▸ **WORK ITEM**: Repeat every line of the data exactly; no picture belongs in the copy.

▸ **PROVIDED RECORDS**:
++++++++++
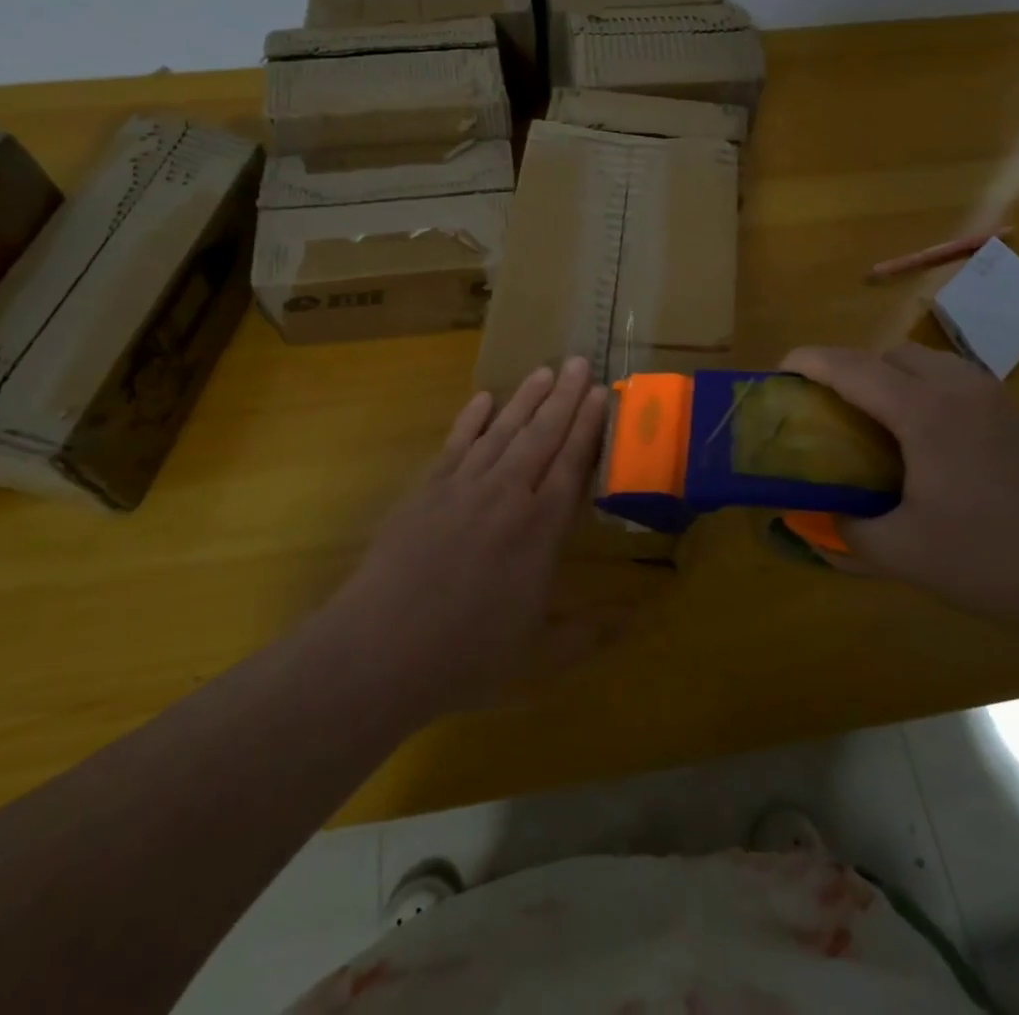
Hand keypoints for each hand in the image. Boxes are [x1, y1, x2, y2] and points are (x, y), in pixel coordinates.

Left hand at [328, 358, 609, 716]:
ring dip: (525, 398)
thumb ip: (590, 634)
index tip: (599, 393)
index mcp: (540, 529)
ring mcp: (463, 486)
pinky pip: (456, 442)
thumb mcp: (540, 657)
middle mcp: (506, 494)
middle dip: (563, 396)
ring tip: (544, 369)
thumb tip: (637, 618)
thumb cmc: (467, 655)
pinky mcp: (426, 489)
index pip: (571, 463)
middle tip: (578, 361)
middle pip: (541, 435)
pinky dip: (471, 418)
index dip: (587, 426)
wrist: (381, 648)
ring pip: (502, 430)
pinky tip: (483, 399)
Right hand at [781, 343, 1018, 636]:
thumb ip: (848, 531)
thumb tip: (821, 519)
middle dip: (853, 368)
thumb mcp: (903, 554)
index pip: (853, 369)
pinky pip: (961, 383)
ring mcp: (1000, 400)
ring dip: (894, 376)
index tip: (781, 370)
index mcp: (926, 413)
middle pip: (893, 354)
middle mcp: (962, 390)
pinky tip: (931, 440)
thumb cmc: (991, 562)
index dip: (811, 363)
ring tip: (879, 419)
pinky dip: (929, 391)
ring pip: (932, 362)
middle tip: (832, 406)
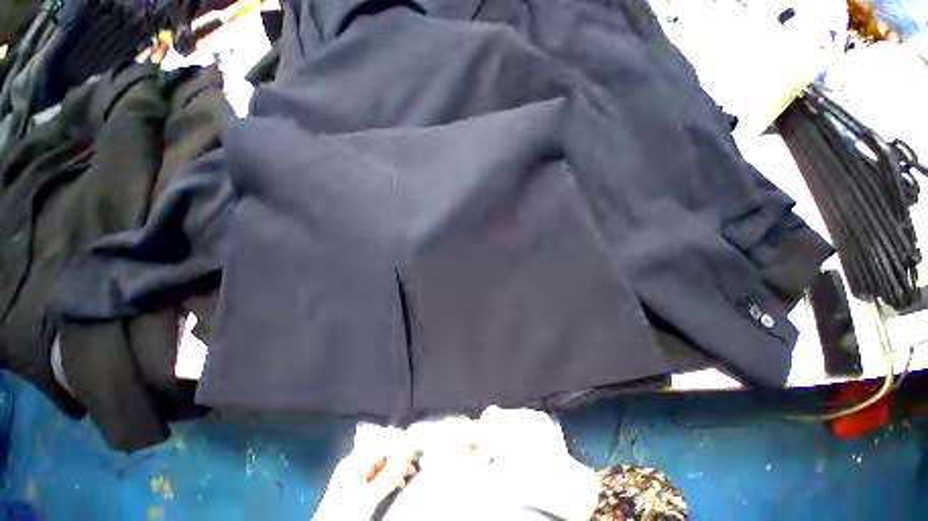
++++++++++
▸ **RESPONSE TO THIS TASK**:
Hand keypoints for each hand in the image. Boxes are [x1, y1, x2, y2] and points are (x, y), in pixel coordinates.

Left hand at [328, 358, 609, 716]:
ring dip: (525, 398)
thumb ip: (590, 634)
index tip: (599, 393)
index mcp: (540, 529)
ring mcp: (463, 486)
pinky pip: (456, 442)
thumb mcp: (540, 657)
middle mcp: (506, 494)
middle dip: (563, 396)
ring tip: (544, 369)
thumb tip: (637, 618)
thumb cmc: (467, 655)
pinky mcp: (426, 489)
index pip: (571, 463)
middle tip: (578, 361)
middle pip: (541, 435)
pinky dip: (471, 418)
index dip: (587, 426)
wrist: (381, 648)
ring pip: (502, 430)
pinky tip: (483, 399)
Right hand at [781, 343, 1018, 636]:
thumb ip: (848, 531)
thumb tip: (821, 519)
middle dip: (853, 368)
thumb mcp: (903, 554)
index pip: (853, 369)
pinky pip: (961, 383)
ring mcp: (1000, 400)
ring dip: (894, 376)
index tip: (781, 370)
index mcp: (926, 413)
middle pip: (893, 354)
middle mcp: (962, 390)
pinky tip: (931, 440)
thumb cmc: (991, 562)
index dip: (811, 363)
ring tip: (879, 419)
pinky dip: (929, 391)
ring pip: (932, 362)
middle tip: (832, 406)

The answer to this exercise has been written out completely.